Saved entries
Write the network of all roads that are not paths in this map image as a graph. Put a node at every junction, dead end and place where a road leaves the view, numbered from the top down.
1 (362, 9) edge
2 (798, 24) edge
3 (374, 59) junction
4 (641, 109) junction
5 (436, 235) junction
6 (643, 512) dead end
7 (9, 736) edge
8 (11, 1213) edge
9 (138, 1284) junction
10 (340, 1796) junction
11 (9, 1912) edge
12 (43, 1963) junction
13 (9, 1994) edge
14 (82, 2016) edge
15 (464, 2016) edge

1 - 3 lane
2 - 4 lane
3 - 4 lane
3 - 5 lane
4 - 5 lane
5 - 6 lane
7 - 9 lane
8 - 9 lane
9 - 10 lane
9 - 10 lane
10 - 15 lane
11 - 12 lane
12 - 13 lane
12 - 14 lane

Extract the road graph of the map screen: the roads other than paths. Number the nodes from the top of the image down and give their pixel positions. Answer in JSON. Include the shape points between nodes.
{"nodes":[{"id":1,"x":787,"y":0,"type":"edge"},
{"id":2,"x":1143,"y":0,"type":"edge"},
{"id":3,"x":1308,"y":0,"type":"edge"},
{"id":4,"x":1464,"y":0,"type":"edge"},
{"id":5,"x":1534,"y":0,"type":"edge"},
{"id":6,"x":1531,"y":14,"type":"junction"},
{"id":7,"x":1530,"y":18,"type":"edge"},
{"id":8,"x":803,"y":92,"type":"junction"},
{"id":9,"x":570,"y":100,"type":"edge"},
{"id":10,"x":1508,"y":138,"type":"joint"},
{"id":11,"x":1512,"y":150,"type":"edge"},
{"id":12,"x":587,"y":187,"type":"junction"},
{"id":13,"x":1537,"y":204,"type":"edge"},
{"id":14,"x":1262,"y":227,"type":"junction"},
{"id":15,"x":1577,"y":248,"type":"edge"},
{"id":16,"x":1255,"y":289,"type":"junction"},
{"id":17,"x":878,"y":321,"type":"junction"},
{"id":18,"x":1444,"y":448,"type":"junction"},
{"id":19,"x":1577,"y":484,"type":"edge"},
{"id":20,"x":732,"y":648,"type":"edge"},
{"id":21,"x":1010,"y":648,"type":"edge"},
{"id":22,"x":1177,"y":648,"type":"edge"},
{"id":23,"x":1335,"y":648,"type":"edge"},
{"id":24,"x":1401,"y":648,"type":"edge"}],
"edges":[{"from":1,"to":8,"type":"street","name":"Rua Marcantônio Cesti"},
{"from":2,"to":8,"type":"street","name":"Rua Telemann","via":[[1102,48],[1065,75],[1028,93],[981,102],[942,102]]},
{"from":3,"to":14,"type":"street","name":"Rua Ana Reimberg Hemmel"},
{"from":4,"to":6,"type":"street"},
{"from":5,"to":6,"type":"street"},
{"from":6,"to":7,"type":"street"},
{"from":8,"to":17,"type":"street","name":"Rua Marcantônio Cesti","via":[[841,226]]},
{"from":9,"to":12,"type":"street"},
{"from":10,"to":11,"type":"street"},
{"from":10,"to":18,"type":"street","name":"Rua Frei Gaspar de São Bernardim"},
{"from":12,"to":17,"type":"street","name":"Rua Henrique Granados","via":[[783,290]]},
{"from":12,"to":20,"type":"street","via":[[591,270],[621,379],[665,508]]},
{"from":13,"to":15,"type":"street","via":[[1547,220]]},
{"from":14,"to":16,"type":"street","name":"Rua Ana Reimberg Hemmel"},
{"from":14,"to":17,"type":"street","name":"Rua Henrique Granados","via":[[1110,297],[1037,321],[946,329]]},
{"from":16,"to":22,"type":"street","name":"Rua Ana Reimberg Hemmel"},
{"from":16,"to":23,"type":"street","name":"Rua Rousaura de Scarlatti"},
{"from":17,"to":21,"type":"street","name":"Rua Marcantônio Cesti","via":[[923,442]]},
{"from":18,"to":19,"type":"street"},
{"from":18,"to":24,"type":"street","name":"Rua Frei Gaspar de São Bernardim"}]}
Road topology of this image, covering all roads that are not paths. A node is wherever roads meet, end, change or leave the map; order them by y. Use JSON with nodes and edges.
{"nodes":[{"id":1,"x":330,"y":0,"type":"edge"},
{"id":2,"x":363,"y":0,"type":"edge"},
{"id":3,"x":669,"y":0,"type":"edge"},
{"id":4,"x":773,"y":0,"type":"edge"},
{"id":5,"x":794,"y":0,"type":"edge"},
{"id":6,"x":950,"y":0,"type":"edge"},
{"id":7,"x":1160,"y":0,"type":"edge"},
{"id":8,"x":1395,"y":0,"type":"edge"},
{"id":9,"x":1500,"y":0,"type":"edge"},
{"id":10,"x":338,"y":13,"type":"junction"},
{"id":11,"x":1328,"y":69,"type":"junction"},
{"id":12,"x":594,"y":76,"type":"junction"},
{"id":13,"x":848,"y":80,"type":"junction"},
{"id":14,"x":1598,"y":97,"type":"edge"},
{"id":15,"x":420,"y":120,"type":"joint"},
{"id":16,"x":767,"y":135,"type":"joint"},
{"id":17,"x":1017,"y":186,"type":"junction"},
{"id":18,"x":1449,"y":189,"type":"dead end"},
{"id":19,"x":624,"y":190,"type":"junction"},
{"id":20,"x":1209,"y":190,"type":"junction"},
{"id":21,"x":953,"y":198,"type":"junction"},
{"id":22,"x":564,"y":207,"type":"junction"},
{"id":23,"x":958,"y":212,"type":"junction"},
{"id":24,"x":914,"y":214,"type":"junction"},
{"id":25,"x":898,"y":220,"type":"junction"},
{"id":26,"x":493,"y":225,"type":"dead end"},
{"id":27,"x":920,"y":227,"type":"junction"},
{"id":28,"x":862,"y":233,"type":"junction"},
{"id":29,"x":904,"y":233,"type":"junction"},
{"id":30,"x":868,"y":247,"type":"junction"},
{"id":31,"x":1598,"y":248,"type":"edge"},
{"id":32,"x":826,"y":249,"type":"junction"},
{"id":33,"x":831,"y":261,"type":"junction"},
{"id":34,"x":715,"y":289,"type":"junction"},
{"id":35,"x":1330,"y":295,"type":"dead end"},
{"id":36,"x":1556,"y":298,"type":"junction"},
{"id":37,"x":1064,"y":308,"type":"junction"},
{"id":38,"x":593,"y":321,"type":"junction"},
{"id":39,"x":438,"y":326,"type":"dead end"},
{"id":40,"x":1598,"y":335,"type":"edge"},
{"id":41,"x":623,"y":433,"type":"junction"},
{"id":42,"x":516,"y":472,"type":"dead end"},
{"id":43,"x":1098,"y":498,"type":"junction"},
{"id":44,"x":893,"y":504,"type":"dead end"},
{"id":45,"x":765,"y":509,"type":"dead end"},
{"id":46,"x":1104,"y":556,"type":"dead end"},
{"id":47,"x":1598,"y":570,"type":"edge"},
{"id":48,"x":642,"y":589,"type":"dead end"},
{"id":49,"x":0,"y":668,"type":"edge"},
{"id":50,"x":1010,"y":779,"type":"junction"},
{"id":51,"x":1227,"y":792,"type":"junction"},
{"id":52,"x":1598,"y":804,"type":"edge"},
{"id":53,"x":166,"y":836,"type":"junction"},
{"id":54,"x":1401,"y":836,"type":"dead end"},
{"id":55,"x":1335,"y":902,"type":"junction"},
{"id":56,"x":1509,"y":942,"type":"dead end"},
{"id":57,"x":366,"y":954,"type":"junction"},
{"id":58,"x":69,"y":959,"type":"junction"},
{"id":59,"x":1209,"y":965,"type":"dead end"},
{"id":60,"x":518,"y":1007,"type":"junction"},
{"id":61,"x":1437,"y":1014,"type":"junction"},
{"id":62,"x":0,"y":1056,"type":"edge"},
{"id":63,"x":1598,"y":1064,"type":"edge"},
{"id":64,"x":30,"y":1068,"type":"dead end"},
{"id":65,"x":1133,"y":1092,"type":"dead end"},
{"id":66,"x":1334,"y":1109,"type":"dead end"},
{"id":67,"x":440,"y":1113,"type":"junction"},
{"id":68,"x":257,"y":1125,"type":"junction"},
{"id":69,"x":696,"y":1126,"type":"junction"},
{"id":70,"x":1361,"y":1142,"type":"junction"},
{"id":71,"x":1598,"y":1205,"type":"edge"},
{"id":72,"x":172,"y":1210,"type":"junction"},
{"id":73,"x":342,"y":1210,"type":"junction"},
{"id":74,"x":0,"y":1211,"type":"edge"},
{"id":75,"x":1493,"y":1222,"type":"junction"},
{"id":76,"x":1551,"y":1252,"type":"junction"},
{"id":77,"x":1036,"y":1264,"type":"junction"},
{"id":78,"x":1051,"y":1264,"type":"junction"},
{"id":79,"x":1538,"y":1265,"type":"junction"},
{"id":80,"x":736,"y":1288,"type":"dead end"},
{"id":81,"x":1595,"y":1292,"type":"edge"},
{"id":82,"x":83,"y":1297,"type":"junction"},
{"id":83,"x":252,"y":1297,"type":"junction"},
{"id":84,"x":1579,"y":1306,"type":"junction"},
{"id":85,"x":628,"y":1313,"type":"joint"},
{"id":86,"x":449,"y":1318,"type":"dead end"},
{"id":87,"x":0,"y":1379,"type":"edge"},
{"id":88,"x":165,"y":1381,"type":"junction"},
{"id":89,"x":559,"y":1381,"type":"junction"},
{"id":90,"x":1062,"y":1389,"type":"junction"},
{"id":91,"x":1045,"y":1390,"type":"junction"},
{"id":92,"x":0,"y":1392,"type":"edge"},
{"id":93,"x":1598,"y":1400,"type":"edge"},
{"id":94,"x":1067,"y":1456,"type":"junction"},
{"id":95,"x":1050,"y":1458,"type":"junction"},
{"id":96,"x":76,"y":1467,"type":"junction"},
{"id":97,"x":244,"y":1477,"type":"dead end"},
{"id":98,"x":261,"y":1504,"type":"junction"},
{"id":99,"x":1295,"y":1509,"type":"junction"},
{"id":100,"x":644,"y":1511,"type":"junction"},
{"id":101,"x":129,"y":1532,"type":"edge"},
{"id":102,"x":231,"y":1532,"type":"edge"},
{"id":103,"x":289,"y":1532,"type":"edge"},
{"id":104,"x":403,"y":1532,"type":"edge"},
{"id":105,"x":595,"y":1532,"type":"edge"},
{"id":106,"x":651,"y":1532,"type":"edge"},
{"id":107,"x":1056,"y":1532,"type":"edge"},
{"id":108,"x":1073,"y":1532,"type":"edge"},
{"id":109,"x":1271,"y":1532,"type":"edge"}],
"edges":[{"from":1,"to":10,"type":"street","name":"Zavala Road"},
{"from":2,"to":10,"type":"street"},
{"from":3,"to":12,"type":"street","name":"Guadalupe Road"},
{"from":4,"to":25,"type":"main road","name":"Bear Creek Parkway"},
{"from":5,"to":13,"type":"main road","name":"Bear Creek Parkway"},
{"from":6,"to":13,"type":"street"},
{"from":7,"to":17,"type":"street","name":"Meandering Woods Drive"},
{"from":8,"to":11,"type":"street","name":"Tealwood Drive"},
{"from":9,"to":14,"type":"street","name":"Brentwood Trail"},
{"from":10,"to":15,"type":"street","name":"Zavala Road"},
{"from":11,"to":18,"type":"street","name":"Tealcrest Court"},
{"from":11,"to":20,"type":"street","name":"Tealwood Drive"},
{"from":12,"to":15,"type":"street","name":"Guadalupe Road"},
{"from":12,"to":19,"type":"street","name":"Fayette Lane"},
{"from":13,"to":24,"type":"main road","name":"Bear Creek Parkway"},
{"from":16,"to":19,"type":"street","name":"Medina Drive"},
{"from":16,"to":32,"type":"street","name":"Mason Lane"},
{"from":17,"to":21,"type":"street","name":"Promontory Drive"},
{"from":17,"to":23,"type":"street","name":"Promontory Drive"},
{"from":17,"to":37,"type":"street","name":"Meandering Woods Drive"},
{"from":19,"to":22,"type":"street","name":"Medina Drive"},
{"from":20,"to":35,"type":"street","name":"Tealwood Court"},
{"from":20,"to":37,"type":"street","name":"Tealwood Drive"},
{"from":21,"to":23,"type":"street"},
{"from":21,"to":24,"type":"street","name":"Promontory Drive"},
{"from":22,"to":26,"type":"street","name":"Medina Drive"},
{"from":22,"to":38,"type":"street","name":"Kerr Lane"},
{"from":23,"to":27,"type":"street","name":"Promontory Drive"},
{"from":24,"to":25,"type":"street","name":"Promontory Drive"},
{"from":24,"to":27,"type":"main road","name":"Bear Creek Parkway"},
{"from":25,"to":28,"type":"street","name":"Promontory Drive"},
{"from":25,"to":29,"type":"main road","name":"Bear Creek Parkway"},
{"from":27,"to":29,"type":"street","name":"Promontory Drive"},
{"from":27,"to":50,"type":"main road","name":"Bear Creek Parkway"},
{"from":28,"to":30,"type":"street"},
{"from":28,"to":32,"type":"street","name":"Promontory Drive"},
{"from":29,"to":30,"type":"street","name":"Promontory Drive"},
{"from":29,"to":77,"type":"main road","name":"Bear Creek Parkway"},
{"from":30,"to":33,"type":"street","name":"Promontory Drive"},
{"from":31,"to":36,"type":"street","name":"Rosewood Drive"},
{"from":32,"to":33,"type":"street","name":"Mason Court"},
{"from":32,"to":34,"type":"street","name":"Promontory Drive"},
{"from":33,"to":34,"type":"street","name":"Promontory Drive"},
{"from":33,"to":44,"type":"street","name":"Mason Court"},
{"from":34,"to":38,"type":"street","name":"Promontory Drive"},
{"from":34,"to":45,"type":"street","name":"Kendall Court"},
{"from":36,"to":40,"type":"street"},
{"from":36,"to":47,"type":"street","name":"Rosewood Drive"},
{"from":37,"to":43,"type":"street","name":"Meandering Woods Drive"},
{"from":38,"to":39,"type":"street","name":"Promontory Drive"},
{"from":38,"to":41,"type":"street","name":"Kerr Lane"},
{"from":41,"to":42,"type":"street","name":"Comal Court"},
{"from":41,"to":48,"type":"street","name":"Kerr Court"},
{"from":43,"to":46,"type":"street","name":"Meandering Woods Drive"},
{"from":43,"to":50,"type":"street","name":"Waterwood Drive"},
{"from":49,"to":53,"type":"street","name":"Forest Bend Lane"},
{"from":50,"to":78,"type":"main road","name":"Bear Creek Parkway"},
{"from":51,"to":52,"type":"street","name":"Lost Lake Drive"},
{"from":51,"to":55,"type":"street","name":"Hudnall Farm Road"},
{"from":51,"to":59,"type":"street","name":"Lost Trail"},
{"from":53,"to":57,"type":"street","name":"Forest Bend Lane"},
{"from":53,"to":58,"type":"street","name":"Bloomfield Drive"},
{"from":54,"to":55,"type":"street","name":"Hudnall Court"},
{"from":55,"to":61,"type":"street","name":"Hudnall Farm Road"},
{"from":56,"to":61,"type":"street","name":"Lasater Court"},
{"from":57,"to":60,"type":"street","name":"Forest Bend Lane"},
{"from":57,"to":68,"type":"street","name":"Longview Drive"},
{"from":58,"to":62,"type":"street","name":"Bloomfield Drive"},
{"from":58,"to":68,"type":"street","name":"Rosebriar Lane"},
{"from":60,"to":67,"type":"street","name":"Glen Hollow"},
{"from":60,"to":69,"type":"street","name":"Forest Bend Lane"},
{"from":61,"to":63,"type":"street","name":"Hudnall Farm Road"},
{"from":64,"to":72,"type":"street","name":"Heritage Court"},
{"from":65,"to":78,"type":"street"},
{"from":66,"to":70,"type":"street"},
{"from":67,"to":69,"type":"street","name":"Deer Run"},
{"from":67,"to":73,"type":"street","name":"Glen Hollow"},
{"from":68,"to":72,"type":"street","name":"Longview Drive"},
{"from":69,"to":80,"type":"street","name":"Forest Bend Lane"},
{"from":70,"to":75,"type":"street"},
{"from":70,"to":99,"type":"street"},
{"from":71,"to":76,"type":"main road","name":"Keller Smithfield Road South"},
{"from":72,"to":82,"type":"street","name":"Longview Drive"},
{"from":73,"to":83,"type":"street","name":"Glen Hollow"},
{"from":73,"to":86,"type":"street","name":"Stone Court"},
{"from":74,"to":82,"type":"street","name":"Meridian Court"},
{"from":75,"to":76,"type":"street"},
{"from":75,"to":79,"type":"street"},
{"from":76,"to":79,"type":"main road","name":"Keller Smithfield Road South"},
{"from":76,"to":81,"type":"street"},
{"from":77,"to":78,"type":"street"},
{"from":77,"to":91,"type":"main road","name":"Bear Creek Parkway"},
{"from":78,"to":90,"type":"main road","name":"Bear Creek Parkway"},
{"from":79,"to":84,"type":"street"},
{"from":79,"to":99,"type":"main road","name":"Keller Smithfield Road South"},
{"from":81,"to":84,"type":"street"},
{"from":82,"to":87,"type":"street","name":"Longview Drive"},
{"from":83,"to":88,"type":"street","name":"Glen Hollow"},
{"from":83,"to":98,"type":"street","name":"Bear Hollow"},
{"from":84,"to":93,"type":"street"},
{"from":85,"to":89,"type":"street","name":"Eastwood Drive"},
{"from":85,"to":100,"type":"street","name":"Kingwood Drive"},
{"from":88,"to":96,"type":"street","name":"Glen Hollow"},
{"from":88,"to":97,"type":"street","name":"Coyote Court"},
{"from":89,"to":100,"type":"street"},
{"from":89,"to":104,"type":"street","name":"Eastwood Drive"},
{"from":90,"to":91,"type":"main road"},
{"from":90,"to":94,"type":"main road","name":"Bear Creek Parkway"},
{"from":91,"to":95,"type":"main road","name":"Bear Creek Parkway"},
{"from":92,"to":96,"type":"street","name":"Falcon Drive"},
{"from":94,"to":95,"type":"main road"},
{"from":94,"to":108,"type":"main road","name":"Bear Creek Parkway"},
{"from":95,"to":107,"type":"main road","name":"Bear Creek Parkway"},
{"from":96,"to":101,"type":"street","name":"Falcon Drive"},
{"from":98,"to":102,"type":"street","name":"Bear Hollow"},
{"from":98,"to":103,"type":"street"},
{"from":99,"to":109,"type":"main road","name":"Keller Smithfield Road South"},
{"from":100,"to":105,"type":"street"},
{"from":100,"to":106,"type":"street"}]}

### Exercise brief
Look over the records. Copy the lines that include the word "Tealwood".

### Answer for this exercise
{"from":8,"to":11,"type":"street","name":"Tealwood Drive"},
{"from":11,"to":20,"type":"street","name":"Tealwood Drive"},
{"from":20,"to":35,"type":"street","name":"Tealwood Court"},
{"from":20,"to":37,"type":"street","name":"Tealwood Drive"},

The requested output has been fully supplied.